Johnson offered the letter during a visit to the Perry, Iowa, farm of ASA past-President Ron Heck. The top EPA official was invited to meet with Senator Chuck Grassley (R-Iowa) to listen to producers’ concerns about EPA’s proposed dust control regulations.

Grassley requested the meeting because EPA did not include an exemption for agricultural sources of dust, as was proposed earlier by the agency, when EPA recently announced revisions to the National Ambient Air Quality Standards, which address fine and course particle pollution.

Instead, the agency included some additional information in the preamble that says agricultural sources shall not be subject to meeting the proposed standards. Johnson said EPA cannot put an exemption in the rule because Congress does not allow them to include exemptions.

Johnson emphasized that no new rules have been imposed on agriculture. "We want to make it clear that we see agriculture as a producer of solutions, not problems," he said. "Our concern is focused on urban and industrial sources of coarse particulate matter. We don’t want to regulate dirt — we don’t think it’s the right thing for the EPA to do."

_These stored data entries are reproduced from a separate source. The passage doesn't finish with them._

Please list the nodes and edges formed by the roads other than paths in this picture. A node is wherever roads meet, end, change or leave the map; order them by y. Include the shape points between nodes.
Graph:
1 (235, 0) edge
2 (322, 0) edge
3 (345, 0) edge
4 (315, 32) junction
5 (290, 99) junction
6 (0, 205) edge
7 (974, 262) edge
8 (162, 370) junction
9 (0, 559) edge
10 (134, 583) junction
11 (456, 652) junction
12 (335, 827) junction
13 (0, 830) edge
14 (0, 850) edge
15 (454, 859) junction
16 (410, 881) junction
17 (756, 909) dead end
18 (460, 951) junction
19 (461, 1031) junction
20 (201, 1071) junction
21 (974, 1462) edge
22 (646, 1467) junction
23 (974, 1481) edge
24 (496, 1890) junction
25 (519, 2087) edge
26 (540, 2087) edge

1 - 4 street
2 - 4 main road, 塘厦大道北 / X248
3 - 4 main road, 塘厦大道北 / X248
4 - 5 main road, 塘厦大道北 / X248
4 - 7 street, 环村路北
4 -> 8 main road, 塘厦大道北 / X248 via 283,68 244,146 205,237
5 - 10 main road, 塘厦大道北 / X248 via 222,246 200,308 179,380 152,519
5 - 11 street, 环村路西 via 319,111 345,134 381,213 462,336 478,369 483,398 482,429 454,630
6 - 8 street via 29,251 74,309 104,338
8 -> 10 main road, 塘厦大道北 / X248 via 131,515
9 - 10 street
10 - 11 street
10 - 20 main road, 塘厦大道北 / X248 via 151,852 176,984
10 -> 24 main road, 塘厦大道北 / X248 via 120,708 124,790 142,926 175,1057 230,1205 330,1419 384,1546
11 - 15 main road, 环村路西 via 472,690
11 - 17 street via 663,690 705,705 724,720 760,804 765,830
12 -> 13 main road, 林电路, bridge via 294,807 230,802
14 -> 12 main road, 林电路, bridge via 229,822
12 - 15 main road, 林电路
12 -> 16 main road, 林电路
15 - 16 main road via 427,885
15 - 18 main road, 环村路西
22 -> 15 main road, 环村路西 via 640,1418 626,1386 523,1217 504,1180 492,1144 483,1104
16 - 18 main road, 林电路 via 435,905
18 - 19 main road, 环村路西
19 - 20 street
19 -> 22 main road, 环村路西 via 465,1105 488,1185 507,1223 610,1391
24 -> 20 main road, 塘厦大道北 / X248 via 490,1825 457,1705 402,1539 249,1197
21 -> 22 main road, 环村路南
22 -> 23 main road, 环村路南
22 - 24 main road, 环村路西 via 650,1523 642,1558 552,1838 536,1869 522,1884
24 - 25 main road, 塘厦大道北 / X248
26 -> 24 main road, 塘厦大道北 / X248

Grassley expressed concern that state agencies might feel compelled to enforce the rules differently, disregarding EPA’s intent, which he maintains puts farmers in jeopardy. Farmers at the meeting were concerned about being exposed to lawsuits because they aren’t exempt from the regulations.

Heck, who is also a director of the Iowa Soybean Association (ISA), said he was comfortable with Johnson’s intentions, but without an exemption for farmers in the rule, there are no guarantees against lawsuits.

"I’m still concerned about the application of this somewhere down the road, someone taking it out of context and interpreting the rule and using it as an excuse to sue a farmer over dust even though EPA does not intend this rule to cover farm dust," Heck said.

"But Administrator Johnson did agree he would send a letter to the states clarifying the new rule does not change the existing status of agricultural dust regulations."

ISA President Ray Gaesser told Johnson, "We need a very clear statement about your position on agricultural particulate matter, both for livestock and crop farmers, to protect us from lawsuits. Even if a lawsuit is frivolous, it can break a farmer while he fights it."

Heck said, "Soybean farmers also appreciate Senator Grassley’s leadership on this issue, and support his requests that the Senate Environment and Public Works Committee hold a hearing on the revised final EPA rule and that USDA’s Economic Research Service study the economic impact this rule could have on agriculture."